A Runtime Reconfigurable Design of Compute-in-Memory–Based Hardware Accelerator for Deep Learning Inference

Abstract

Compute-in-memory (CIM) is an attractive solution to address the “memory wall” challenges for the extensive computation in deep learning hardware accelerators. For custom ASIC design, a specific chip instance is restricted to a specific network during runtime. However, the development cycle of the hardware is normally far behind the emergence of new algorithms. Although some of the reported CIM-based architectures can adapt to different deep neural network (DNN) models, few details about the dataflow or control were disclosed to enable such an assumption. Instruction set architecture (ISA) could support high flexibility, but its complexity would be an obstacle to efficiency.

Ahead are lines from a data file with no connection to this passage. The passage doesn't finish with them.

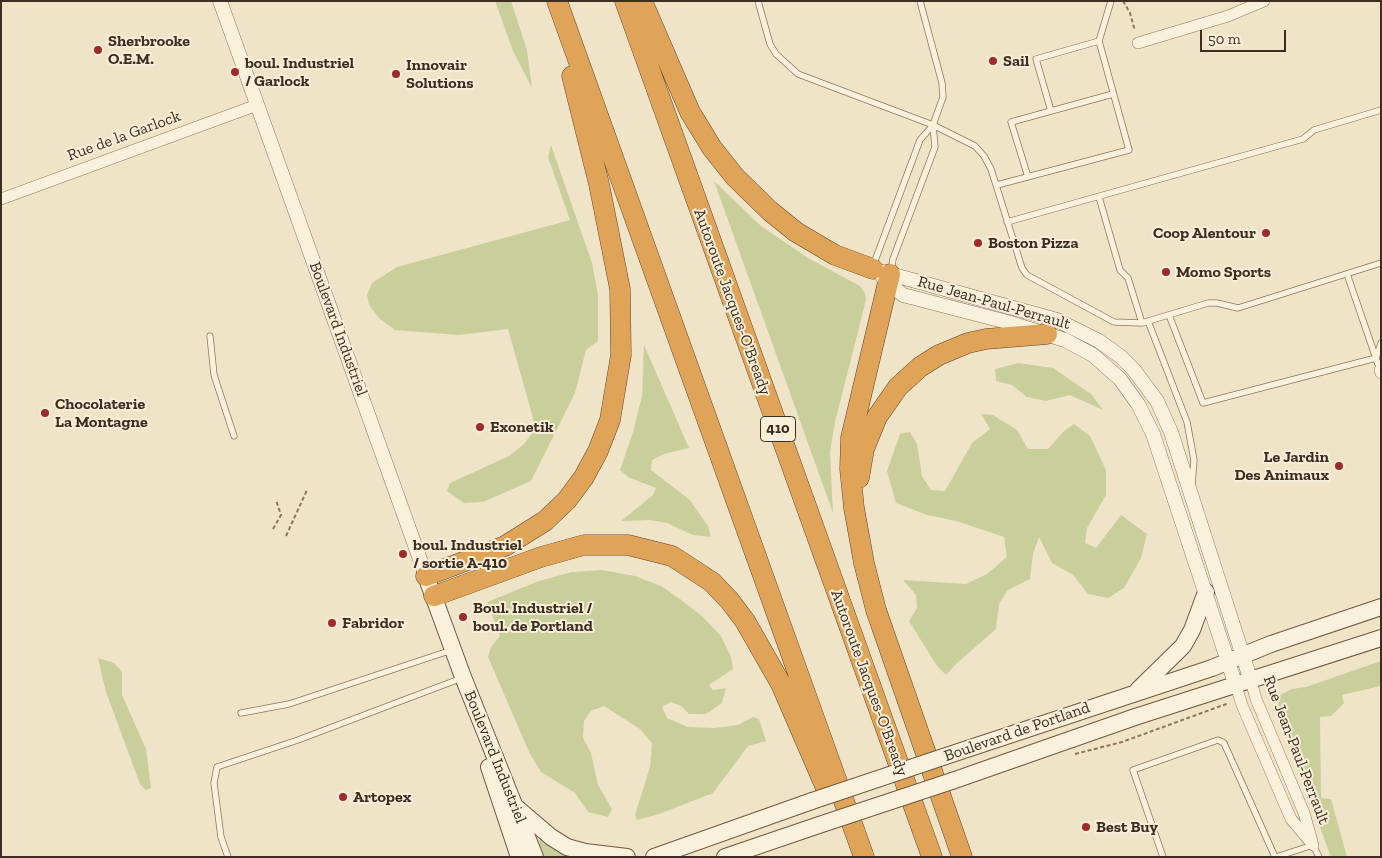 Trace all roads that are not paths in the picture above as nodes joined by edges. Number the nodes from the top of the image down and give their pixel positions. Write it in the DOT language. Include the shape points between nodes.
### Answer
graph roads {
  1 [pos="220,1"];
  2 [pos="556,1"];
  3 [pos="625,1"];
  4 [pos="642,1"];
  5 [pos="758,1"];
  6 [pos="920,1"];
  7 [pos="1111,1"];
  8 [pos="1264,1"];
  9 [pos="1099,41"];
  10 [pos="1138,43"];
  11 [pos="1113,94"];
  12 [pos="257,105"];
  13 [pos="1381,110"];
  14 [pos="1051,111"];
  15 [pos="933,126"];
  16 [pos="1028,177"];
  17 [pos="997,185"];
  18 [pos="1099,197"];
  19 [pos="1,199"];
  20 [pos="1007,222"];
  21 [pos="1381,263"];
  22 [pos="1347,274"];
  23 [pos="884,275"];
  24 [pos="1169,315"];
  25 [pos="1145,322"];
  26 [pos="1047,334"];
  27 [pos="210,336"];
  28 [pos="1381,343"];
  29 [pos="1376,358"];
  30 [pos="1380,371"];
  31 [pos="234,436"];
  32 [pos="1191,491"];
  33 [pos="859,543"];
  34 [pos="426,576"];
  35 [pos="1206,592"];
  36 [pos="434,596"];
  37 [pos="1381,607"];
  38 [pos="1381,638"];
  39 [pos="454,653"];
  40 [pos="1236,658"];
  41 [pos="463,678"];
  42 [pos="1243,683"];
  43 [pos="1135,693"];
  44 [pos="241,713"];
  45 [pos="516,808"];
  46 [pos="1313,845"];
  47 [pos="228,857"];
  48 [pos="519,857"];
  49 [pos="535,857"];
  50 [pos="628,857"];
  51 [pos="654,857"];
  52 [pos="725,857"];
  53 [pos="856,857"];
  54 [pos="864,857"];
  55 [pos="932,857"];
  56 [pos="962,857"];
  57 [pos="1163,857"];
  58 [pos="1276,857"];
  59 [pos="1319,857"];
  1 -- 12 [label="street, Boulevard Industriel"];
  2 -- 34 [label="highway" via="618,278 621,346 611,413 589,469 572,494 545,521 505,546"];
  2 -- 54 [label="highway"];
  3 -- 55 [label="highway, Autoroute Jacques-O'Bready / 410"];
  4 -- 23 [label="highway" via="690,112 731,172 760,203 796,232 835,255"];
  5 -- 15 [label="lane" via="770,44 798,74"];
  6 -- 15 [label="lane" via="942,84 943,97"];
  7 -- 9 [label="lane"];
  8 -- 10 [label="street" via="1228,16"];
  9 -- 11 [label="lane"];
  9 -- 14 [label="lane" via="1036,59"];
  11 -- 14 [label="lane"];
  11 -- 16 [label="lane" via="1128,150"];
  12 -- 19 [label="street, Rue de la Garlock"];
  12 -- 34 [label="street, Boulevard Industriel"];
  13 -- 18 [label="lane" via="1314,130 1303,139"];
  14 -- 16 [label="lane" via="1011,122"];
  15 -- 17 [label="lane" via="975,146 984,156"];
  15 -- 23 [label="lane" via="920,140"];
  15 -- 23 [label="lane" via="935,147"];
  16 -- 17 [label="lane"];
  17 -- 20 [label="lane"];
  18 -- 20 [label="lane"];
  18 -- 25 [label="lane" via="1120,270 1128,278"];
  20 -- 25 [label="lane" via="1022,268 1032,280 1114,322"];
  21 -- 22 [label="lane"];
  22 -- 24 [label="lane" via="1238,308 1208,303"];
  22 -- 29 [label="lane"];
  23 -- 26 [label="street, Rue Jean-Paul-Perrault" via="903,295"];
  23 -- 32 [label="street, Rue Jean-Paul-Perrault" via="1044,315 1109,347 1134,370 1157,401"];
  23 -- 33 [label="highway" via="850,446 852,496"];
  24 -- 25 [label="lane"];
  24 -- 29 [label="lane" via="1203,403"];
  25 -- 32 [label="lane" via="1189,428 1195,465"];
  26 -- 33 [label="highway" via="986,339 958,346 929,361 898,387 877,417 864,449 858,491"];
  26 -- 35 [label="street, Rue Jean-Paul-Perrault" via="1100,360 1120,379 1138,404 1153,434"];
  27 -- 31 [label="lane" via="214,374"];
  28 -- 29 [label="lane"];
  29 -- 30 [label="lane"];
  32 -- 40 [label="street, Rue Jean-Paul-Perrault"];
  33 -- 56 [label="highway" via="876,610"];
  34 -- 36 [label="main road, Boulevard Industriel"];
  35 -- 40 [label="street, Rue Jean-Paul-Perrault"];
  35 -- 43 [label="main road" via="1183,646"];
  36 -- 39 [label="main road, Boulevard Industriel"];
  36 -- 53 [label="highway" via="541,557 591,544 646,548 690,566 730,601 762,649 782,686"];
  37 -- 40 [label="main road, Boulevard de Portland"];
  38 -- 42 [label="main road, Boulevard de Portland"];
  39 -- 41 [label="main road, Boulevard Industriel"];
  39 -- 44 [label="lane" via="289,704"];
  40 -- 42 [label="street, Rue Jean-Paul-Perrault"];
  40 -- 43 [label="main road, Boulevard de Portland"];
  41 -- 45 [label="main road, Boulevard Industriel"];
  41 -- 47 [label="lane" via="217,767 214,783 221,837"];
  41 -- 48 [label="main road, Boulevard Industriel"];
  42 -- 46 [label="street, Rue Jean-Paul-Perrault" via="1242,705 1291,819"];
  42 -- 52 [label="main road, Boulevard de Portland, bridge"];
  43 -- 51 [label="main road, Boulevard de Portland, bridge"];
  45 -- 49 [label="main road, Boulevard Industriel"];
  45 -- 50 [label="main road" via="551,838 567,847"];
  46 -- 58 [label="lane"];
  46 -- 59 [label="lane"];
  57 -- 58 [label="lane" via="1133,770 1218,740 1224,742"];
}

In this article, a runtime reconfigurable design methodology of CIM-based accelerators is proposed to support a class of convolutional neural networks running on one prefabricated chip instance with ASIC-like efficiency. First, several design aspects are investigated: (1) the reconfigurable weight mapping method; (2) the input side of data transmission, mainly about the weight reloading; and (3) the output side of data processing, mainly about the reconfigurable accumulation. Then, a system-level performance benchmark is performed for the inference of different DNN models, such as VGG-8 on a CIFAR-10 dataset and AlexNet GoogLeNet, ResNet-18, and DenseNet-121 on an ImageNet dataset to measure the trade-offs between runtime reconfigurability, chip area, memory utilization, throughput, and energy efficiency.